Fairbanks Daily News-Miner editorial:
While the state’s planned purchase of Fairbanks Natural Gas parent company Pentex may play a large part in the solution for natural gas delivery to Fairbanks, for the moment it mostly raises questions. The purchase would reduce the number of items local and state officials have to put into place, potentially including a gas liquefaction facility. But it also creates other wrinkles that must be dealt with before the end goal of affordable energy is achieved.
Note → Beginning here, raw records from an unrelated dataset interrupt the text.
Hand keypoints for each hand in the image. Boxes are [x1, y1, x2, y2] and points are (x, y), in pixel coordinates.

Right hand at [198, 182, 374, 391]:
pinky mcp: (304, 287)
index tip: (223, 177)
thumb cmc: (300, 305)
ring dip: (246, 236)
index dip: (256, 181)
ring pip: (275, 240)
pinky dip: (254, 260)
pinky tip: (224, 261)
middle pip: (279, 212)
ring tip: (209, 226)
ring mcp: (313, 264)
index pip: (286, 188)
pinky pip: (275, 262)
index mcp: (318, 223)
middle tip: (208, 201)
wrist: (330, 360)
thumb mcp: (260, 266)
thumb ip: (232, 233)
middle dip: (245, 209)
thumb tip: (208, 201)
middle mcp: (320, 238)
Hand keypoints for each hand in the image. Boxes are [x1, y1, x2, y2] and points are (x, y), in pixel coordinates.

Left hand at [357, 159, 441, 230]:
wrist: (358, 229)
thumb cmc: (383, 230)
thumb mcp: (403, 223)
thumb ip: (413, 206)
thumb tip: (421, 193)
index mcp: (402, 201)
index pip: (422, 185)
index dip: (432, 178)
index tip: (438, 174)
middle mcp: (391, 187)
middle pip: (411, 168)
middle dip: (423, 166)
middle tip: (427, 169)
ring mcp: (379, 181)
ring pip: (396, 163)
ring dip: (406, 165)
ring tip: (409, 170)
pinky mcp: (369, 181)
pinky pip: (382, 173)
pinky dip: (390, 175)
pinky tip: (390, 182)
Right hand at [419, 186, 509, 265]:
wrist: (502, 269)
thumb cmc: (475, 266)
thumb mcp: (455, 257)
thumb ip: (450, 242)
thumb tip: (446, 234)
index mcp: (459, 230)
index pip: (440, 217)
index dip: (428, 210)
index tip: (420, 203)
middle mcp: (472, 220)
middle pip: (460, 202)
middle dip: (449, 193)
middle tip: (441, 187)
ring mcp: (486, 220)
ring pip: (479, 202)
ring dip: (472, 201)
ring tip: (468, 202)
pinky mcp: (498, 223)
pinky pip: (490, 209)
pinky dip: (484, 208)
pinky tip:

The announcement by the Alaska Industrial Development and Export Authority on Wednesday that the state is planning to buy Pentex for $52.5 million was a surprise, but could significantly benefit the Interior Energy Project and its goals. The direction and timeline of the project were uncertain after the pullout of North Slope gas liquefaction plant contractor MWH in late December. With the pending acquisition, Gov. Walker has indicated a clear direction in which progress can continue. Moreover, the deal could be a significant boon if it includes the services of Pentex subsidiary Titan’s Port Mackenzie liquefaction plant, and if supply can be lined up from Cook Inlet producers. Even before its cost estimate crept upward, MWH’s plant on the North Slope was projected to cost $185 million — to have liquefaction capability at less than a third the up-front price would be a tremendous step forward for the Interior’s energy goals.
But those, at least for now, are ifs, and big ones. In late 2014, Pentex announced it was planning to sell the Port Mackenzie facility to Hilcorp subsidiary Harvest Alaska LLC. Whether that sale will still go forward is an open question, and one that could have serious ramifications with regard to the ability to deliver natural gas to the Interior at the target price of $15 per thousand cubic feet (the equivalent of heating fuel at roughly $2 per gallon). If the sale goes through, the state must hammer out terms with Harvest Alaska that would ensure the price goal can be met.
Also a source of consternation in some quarters is the apparent entry of the state as a gas supplier, creating a potentially odd relationship with regard to regulation — for instance, the Regulatory Commission of Alaska, a state body, may end up ruling on whether the sale of the liquefaction plant to Harvest Alaska goes through. Additionally, the state may end up negotiating gas supply terms with the same Cook Inlet producers whose license applications it is in a position to grant. Care must be taken to not let the government’s interests create an unfair operating environment.
Given Gov. Bill Walker’s aggressive timetable for Interior energy relief, these questions likely will be addressed soon, which will do much to clarify exactly how good of a deal the Pentex acquisition would be for the state and Interior residents. For now, the best sign that the deal may contribute significantly to gas delivery goals is the reaction of Interior legislators and the Interior Gas Utility. The bulk of their response has so far been positive.
Despite the additional issues raised by the state’s planned acquisition of Pentex, it’s good news that the Interior Energy Project isn’t languishing after MWH’s departure. It’s also good to see the state take an active role in helping pieces for the project come together. In the next few weeks and months, we hope to see those pieces assembled into a concrete plan for gas delivery to Fairbanks.